Eté 2006. Le temps d’un huit titres, Moshi Moshi dépoussière synthés vintage, et sort des cartons le groupe concept pour aller avec -Annie Hart, Heather D’Angelo & Erika Forster, trois New-yorkaises à franges dont les photographies pour nuits humides hantent l’imaginaire de quelque dizaine de bloggers transis. A en lire leurs propos, l’affaire semble emballée en cinq minutes : Au Revoir Simone incarnerait cette survenance d’un Broadcast en mode mineur, débranchant saturations et textures minérales pour n’en retenir que la joliesse pop. Tous avaient tort.

Tender Buttons dévoilait l’ulcère d’une chanteuse pas assez jolie pour plaire. Au travers d’immuables vocalises, Trish Keenan renonçait aux jeux de séduction, préférant les confondre en d’épaisses couches électroniques, fébriles et obsédantes, climats de compassion et de terreur. 2007 : l’oiseau musical d’Au Revoir Simone emprunte les lignes adverses. Un fantasme qui se sait tel, murmurant aux oreilles de l’auditeur ses avances, bras sur l’épaule et hanches appariées.

Le genre fausse couventine, à la beauté dont on souffre, caressant méchamment l’idée de n’être que ton amie. Celle qui n’offre son attention que par intermittence, le temps de t’accrocher puis de te laisser tomber pour ne jamais écrire, ou formaliser cette relation fugitive qui te lie à elle. Celle qui, d’ailleurs, n’invite jamais à danser -la Disco song de son précédent Verses of comfort, Assurance & salvation, ne battant pas le rythme assez fort pour ça. Ses comptines noyées dans un nuage de lait auront beau mettre du baume au coeur (« Nothing hurts like seeing you hurt like me »), entendre et signifier malheureusement cet état de fait (« Guess I was the lucky one / Reading letters, not writing them »), on lui en voudra quand même parce qu’elle ne pourra pas comprendre.
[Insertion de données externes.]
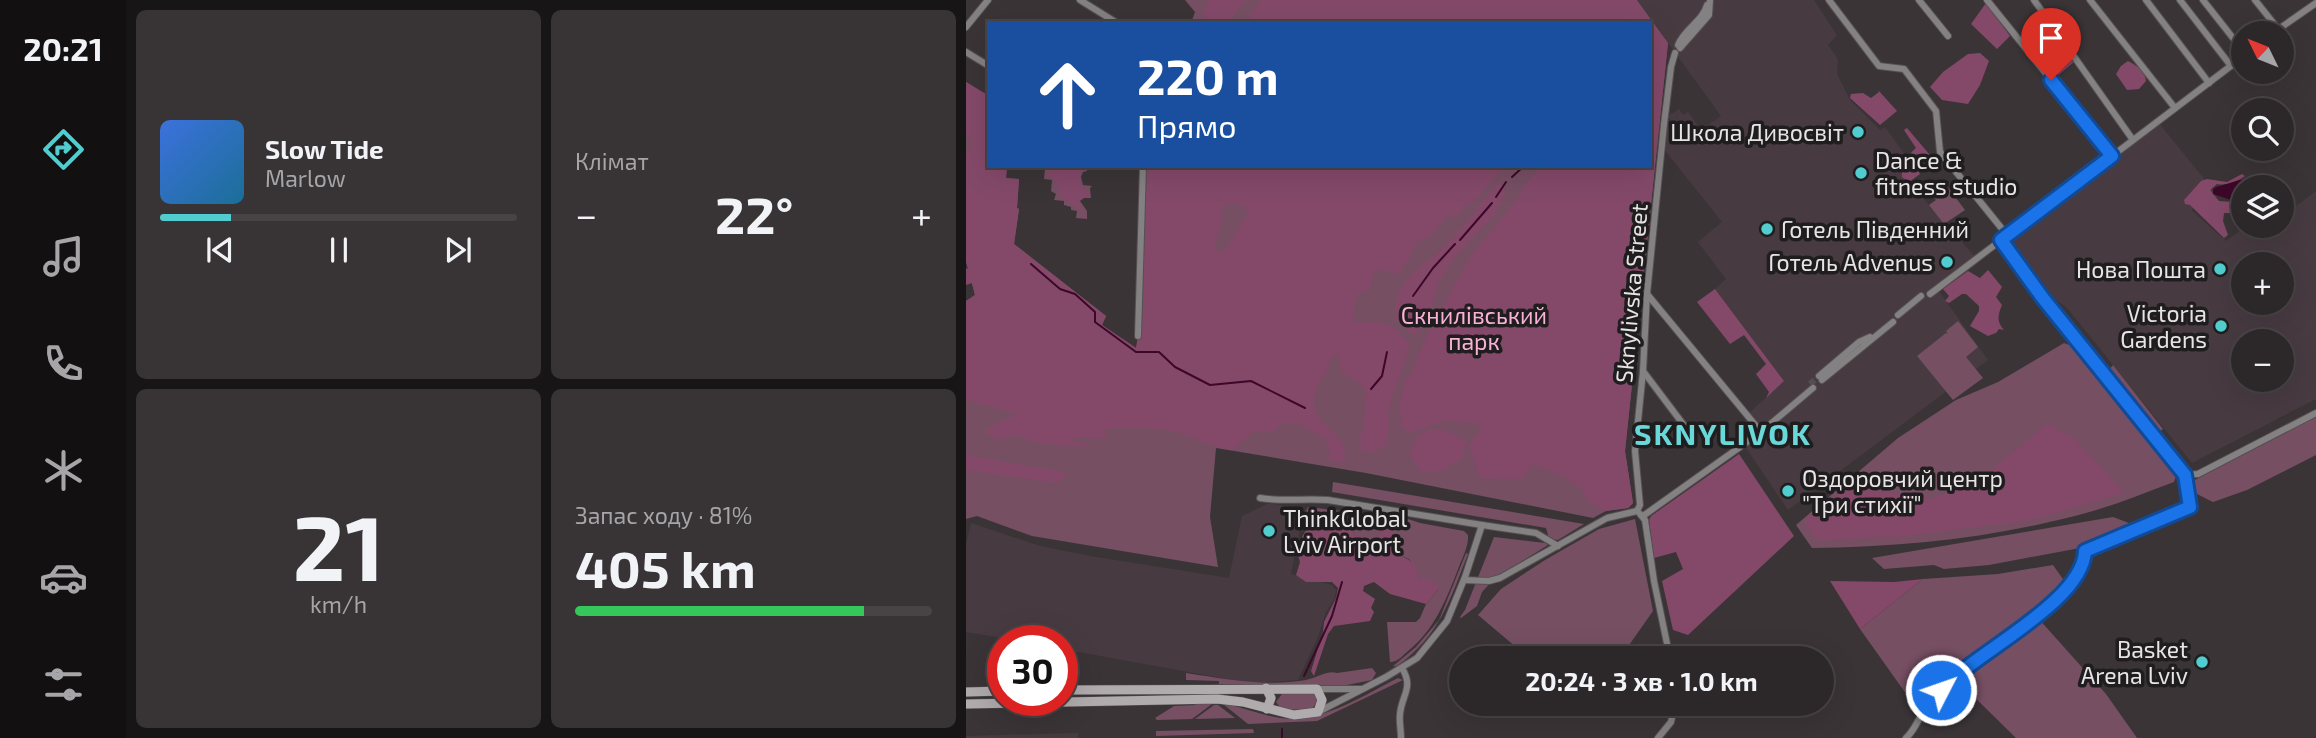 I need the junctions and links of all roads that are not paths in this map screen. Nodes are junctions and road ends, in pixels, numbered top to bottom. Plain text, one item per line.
1 (988, 0) edge
2 (1080, 0) edge
3 (1709, 0) edge
4 (1829, 0) edge
5 (1919, 0) edge
6 (1987, 0) edge
7 (2034, 0) edge
8 (2090, 0) edge
9 (2146, 0) edge
10 (2180, 0) edge
11 (2203, 0) edge
12 (2255, 0) edge
13 (2316, 3) edge
14 (1114, 21) edge
15 (2269, 21) edge
16 (2291, 21) edge
17 (966, 27) edge
18 (1948, 36) dead end
19 (2231, 37) edge
20 (966, 52) edge
21 (987, 65) edge
22 (2231, 66) joint
23 (2208, 83) junction
24 (2175, 108) junction
25 (2133, 140) junction
26 (2112, 156) junction
27 (1143, 168) edge
28 (2004, 237) junction
29 (1931, 291) dead end
30 (1647, 294) junction
31 (1922, 298) dead end
32 (1138, 336) dead end
33 (1643, 371) junction
34 (1820, 378) tunnel mouth
35 (1811, 387) tunnel mouth
36 (2316, 413) edge
37 (1761, 432) junction
38 (1692, 436) dead end
39 (2185, 475) junction
40 (1260, 498) dead end
41 (1640, 514) junction
42 (1482, 525) junction
43 (1558, 546) junction
44 (1465, 578) junction
45 (1668, 646) edge
46 (1402, 668) junction
47 (1266, 688) junction
48 (1317, 689) junction
49 (1363, 689) junction
50 (1078, 690) edge
51 (987, 691) edge
52 (966, 692) edge
53 (966, 704) edge
54 (1267, 709) junction
55 (1318, 712) junction
56 (1672, 716) edge
57 (1401, 738) edge
58 (1657, 738) edge
59 (1906, 738) edge

1 - 17 street
2 - 14 street
3 - 30 street, Sknylivska Street
4 - 28 street
5 - 18 street
6 - 26 street
7 - 25 street
8 - 24 street
9 - 23 street
10 - 22 street
11 - 19 street
12 - 15 street
13 - 16 street
20 - 21 street
22 - 23 street
23 - 24 street
24 - 25 street
25 - 26 street
26 - 28 street
27 - 32 street
28 - 29 street
28 - 39 street
30 - 33 street, Sknylivska Street
30 - 37 street
31 - 34 street
33 - 38 street
33 - 41 street, Sknylivska Street
35 - 37 street
36 - 39 street
37 - 41 street
39 - 59 street
40 - 42 street
41 - 43 street
41 - 45 street, Sknylivska Street
42 - 43 street
42 - 44 street
43 - 44 street
44 - 46 street
46 - 49 street
46 - 57 street
47 - 48 street
47 - 50 street
47 - 54 street
48 - 49 street
48 - 55 street
49 - 55 street
51 - 52 street
53 - 54 street
54 - 55 street
56 - 58 street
Ci et là, on lira l’amour, le manque et la frustration portées aux trois jeunes filles originaires de Brooklyn. Que celles-ci exercent la même fascination que les vierges suicidées d’Eugenides. On ne voudra pourtant rien révéler aux paumés de la vie qui leur tournent autour, requins trop à l’étroit dans un aquarium aux dehors séduisants. C’est juste bien fait pour leurs gueules. Eux seuls auraient dû comprendre qu’il s’agissait d’une oeuvre adolescente, écrite par trois bachelières plaquées qui entendent, dans un réflexe hystérique, s’inscrire dans l’inconscient masculin.

On aura toutefois beau se garder de les aimer, et ne plus leur adresser un mot, une courte mémoire dissipera de tels ressentiments. Dans cinq ans, dix ans, on se retournera sur soi et on abandonnera la lecture politique pour n’en retenir que les versets émotionnels. Par delà la rancoeur, rejailliront les cartes postales d’un hiver en manteaux de neige, le coeur comprimé et le souffle en morceaux, la passion nous remontant dans la gorge, avec le froid, la pureté et l’intensité d’une matinée d’hiver, du gel à la fenêtre et quelques flocons dans les bronches. Au Revoir Simone, vous n’étiez pas jolie, vous étiez pire.